Kara M., Guduk M., Samanci Y., Yilmaz M., Şengöz M., Peker S.

Clinical Neurology and Neurosurgery, vol.197, 2020 (SCI-Expanded) identifier identifier identifier

  • Publication Type: Article / Article
  • Volume: 197
  • Publication Date: 2020
  • Doi Number: 10.1016/j.clineuro.2020.106151
  • Journal Name: Clinical Neurology and Neurosurgery
  • Journal Indexes: Science Citation Index Expanded (SCI-EXPANDED), Scopus, Academic Search Premier, Agricultural & Environmental Science Database, CAB Abstracts, EMBASE, MEDLINE
  • Keywords: Cushing's disease, Gamma knife radiosurgery, Ki-67, Pituitary tumor, Hypopituitarism, DIAGNOSIS
  • Acibadem Mehmet Ali Aydinlar University Affiliated: Yes


Aggressive pituitary corticotroph tumors causing Cushing's disease are rare, and there is limited data about their clinical management.

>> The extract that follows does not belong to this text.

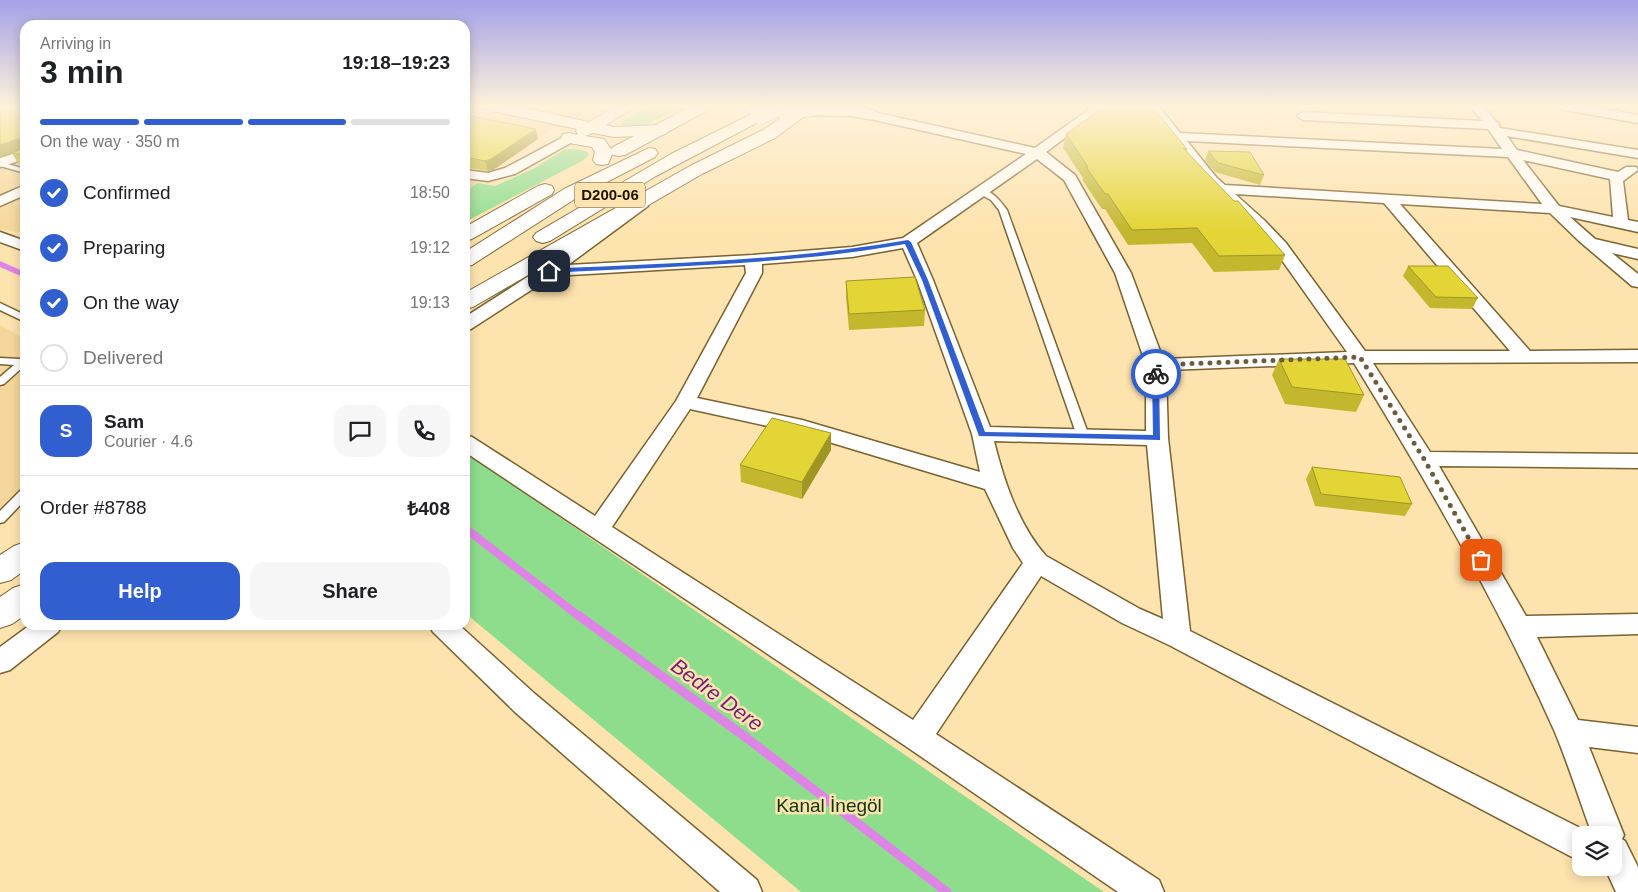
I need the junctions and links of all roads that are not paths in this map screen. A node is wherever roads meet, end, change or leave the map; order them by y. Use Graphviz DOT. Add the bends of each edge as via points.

Here, we aimed to report our long-term experience with gamma knife radiosurgery (GKRS) as adjuvant treatment in patients with residual or recurrent pituitary corticotroph tumors. This retrospective study included 45 adult patients (M/F, 7/38; mean age, 40.2 +/- 13.1 years) with residual tumor or recurrence after initially successful surgical resection. Single-session GKRS was performed in all patients. Tumors with a Ki-67 value higher than 3 % and radiologic invasion to surrounding tissues were classified as aggressive tumor group. Clinical, hormonal and radiological findings were compared between the aggressive (n = 10) and non-aggressive adenoma (n = 35) groups. Following GKRS, tumor volumes were significantly reduced in both groups. The mean time to hormonal remission in the non-aggressive group was significantly shorter than in the aggressive group (23.5 +/- 6.3 vs 33.0 +/- 5.0 month, respectively, p < 0.05). New-onset hypopituitarism was identified in only seven patients (15 %) after GKRS in the whole cohort. The present study introduces several essential findings about aggressive corticotroph tumors. First, aggressive behavior tends to occur more frequently in male subjects. Second, time to GKRS was significantly shorter in the aggressive group. Moreover, a tumor volume >= 2 cm(3) may be associated with clinical aggressiveness in corticotroph tumors. In conclusion, we suggest that early adjuvant GKRS is an effective treatment option in aggressive pituitary corticotroph tumors.